(Dataset entries)
------------------------------------------------

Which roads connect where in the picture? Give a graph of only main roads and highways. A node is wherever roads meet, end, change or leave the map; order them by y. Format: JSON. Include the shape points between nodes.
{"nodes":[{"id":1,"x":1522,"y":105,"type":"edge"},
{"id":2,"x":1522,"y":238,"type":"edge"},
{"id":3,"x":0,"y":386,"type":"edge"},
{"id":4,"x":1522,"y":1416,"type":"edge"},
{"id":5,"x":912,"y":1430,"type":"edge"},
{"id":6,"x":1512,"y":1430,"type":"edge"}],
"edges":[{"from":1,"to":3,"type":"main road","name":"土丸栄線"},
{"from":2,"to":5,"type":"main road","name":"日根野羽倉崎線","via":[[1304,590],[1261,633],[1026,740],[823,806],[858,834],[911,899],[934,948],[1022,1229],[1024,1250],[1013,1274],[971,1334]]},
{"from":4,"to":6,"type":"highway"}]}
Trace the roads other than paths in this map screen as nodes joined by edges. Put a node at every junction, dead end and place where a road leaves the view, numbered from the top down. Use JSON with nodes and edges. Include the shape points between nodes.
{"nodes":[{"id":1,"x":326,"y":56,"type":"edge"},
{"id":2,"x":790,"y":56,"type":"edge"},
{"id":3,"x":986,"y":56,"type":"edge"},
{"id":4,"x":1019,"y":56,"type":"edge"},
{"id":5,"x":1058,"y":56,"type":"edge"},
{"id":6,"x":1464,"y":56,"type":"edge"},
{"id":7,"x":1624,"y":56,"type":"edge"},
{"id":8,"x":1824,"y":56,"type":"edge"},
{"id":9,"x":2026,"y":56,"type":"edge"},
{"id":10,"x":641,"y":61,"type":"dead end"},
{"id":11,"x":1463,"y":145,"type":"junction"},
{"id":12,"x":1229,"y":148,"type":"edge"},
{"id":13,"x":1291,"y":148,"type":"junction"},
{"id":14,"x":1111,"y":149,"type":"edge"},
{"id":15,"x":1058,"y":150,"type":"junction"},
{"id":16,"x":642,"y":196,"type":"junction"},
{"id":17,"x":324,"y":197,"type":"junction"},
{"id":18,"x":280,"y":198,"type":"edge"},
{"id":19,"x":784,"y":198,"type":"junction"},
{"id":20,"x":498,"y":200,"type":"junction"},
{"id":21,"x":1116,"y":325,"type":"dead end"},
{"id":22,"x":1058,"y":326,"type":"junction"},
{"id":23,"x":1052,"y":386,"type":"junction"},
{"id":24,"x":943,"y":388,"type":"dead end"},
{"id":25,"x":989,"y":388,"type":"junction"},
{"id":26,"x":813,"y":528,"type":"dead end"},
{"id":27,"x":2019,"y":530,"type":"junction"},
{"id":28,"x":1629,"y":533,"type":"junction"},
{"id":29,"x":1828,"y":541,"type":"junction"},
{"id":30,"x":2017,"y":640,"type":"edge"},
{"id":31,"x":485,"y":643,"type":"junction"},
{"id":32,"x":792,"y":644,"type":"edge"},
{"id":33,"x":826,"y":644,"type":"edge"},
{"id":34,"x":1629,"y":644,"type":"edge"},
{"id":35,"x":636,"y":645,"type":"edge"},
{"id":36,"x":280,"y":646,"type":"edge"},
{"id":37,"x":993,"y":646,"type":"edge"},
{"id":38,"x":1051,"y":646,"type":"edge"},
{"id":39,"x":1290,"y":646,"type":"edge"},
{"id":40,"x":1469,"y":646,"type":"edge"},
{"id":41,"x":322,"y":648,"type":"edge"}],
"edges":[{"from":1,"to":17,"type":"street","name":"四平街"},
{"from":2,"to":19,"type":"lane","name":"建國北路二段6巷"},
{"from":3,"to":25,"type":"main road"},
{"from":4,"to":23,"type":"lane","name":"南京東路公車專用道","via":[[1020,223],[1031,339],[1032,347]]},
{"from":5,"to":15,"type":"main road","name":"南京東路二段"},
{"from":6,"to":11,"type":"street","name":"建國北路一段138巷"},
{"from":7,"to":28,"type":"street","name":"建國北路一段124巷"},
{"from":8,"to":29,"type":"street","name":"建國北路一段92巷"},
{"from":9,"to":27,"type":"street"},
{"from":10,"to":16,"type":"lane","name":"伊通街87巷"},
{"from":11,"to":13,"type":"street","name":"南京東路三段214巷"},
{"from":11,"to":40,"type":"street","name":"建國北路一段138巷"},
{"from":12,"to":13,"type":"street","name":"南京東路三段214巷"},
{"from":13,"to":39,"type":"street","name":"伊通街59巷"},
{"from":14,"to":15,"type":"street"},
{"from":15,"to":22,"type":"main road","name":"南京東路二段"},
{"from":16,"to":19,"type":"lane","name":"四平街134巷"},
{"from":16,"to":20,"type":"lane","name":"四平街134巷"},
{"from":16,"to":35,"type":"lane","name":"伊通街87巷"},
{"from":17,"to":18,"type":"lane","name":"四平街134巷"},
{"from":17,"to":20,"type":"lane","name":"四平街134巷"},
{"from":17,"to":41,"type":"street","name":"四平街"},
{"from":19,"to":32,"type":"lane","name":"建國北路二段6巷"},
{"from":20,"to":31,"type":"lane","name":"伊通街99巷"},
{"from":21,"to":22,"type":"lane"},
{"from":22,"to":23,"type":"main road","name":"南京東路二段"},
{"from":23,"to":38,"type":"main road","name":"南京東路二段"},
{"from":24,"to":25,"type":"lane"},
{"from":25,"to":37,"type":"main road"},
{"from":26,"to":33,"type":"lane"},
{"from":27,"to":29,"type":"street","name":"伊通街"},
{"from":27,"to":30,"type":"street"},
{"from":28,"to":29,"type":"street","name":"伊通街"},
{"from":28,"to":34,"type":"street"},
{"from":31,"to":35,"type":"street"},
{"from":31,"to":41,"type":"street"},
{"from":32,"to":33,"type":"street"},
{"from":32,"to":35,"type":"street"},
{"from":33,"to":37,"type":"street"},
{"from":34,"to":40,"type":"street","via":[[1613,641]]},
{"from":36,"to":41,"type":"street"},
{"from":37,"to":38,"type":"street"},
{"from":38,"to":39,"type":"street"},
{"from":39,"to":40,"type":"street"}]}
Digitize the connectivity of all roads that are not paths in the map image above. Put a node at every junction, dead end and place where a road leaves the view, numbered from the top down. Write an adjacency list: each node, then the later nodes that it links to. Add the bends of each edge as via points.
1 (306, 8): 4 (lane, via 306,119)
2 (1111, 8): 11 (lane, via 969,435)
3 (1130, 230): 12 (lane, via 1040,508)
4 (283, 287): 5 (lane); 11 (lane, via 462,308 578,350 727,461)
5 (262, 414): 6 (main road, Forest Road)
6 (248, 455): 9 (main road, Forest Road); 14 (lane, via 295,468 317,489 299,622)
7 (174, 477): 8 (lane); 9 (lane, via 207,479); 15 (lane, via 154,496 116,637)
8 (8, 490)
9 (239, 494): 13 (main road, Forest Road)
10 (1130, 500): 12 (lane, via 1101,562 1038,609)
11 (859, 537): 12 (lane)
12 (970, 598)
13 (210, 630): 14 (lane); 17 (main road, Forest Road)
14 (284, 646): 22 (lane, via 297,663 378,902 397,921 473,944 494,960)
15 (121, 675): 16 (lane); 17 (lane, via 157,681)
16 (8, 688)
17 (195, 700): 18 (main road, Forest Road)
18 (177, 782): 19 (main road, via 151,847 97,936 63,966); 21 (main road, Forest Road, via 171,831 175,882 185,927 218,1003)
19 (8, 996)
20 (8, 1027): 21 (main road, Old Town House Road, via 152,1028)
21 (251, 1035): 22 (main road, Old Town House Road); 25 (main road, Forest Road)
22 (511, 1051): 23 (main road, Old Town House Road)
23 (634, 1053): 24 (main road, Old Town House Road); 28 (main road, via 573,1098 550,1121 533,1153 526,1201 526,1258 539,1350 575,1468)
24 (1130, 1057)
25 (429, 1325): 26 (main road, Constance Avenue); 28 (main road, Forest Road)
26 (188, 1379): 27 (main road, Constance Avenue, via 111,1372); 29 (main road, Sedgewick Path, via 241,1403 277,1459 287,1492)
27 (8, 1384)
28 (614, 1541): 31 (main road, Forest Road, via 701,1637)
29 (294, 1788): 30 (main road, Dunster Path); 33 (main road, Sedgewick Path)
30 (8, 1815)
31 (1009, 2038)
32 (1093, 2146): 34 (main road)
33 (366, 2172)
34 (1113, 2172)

------------------------------------------------

Return the lines above that include the string "numbered".

▸ SOLUTION TO THIS EXERCISE
Trace the roads other than paths in this map screen as nodes joined by edges. Put a node at every junction, dead end and place where a road leaves the view, numbered from the top down. Use JSON with nodes and edges. Include the shape points between nodes.
Digitize the connectivity of all roads that are not paths in the map image above. Put a node at every junction, dead end and place where a road leaves the view, numbered from the top down. Write an adjacency list: each node, then the later nodes that it links to. Add the bends of each edge as via points.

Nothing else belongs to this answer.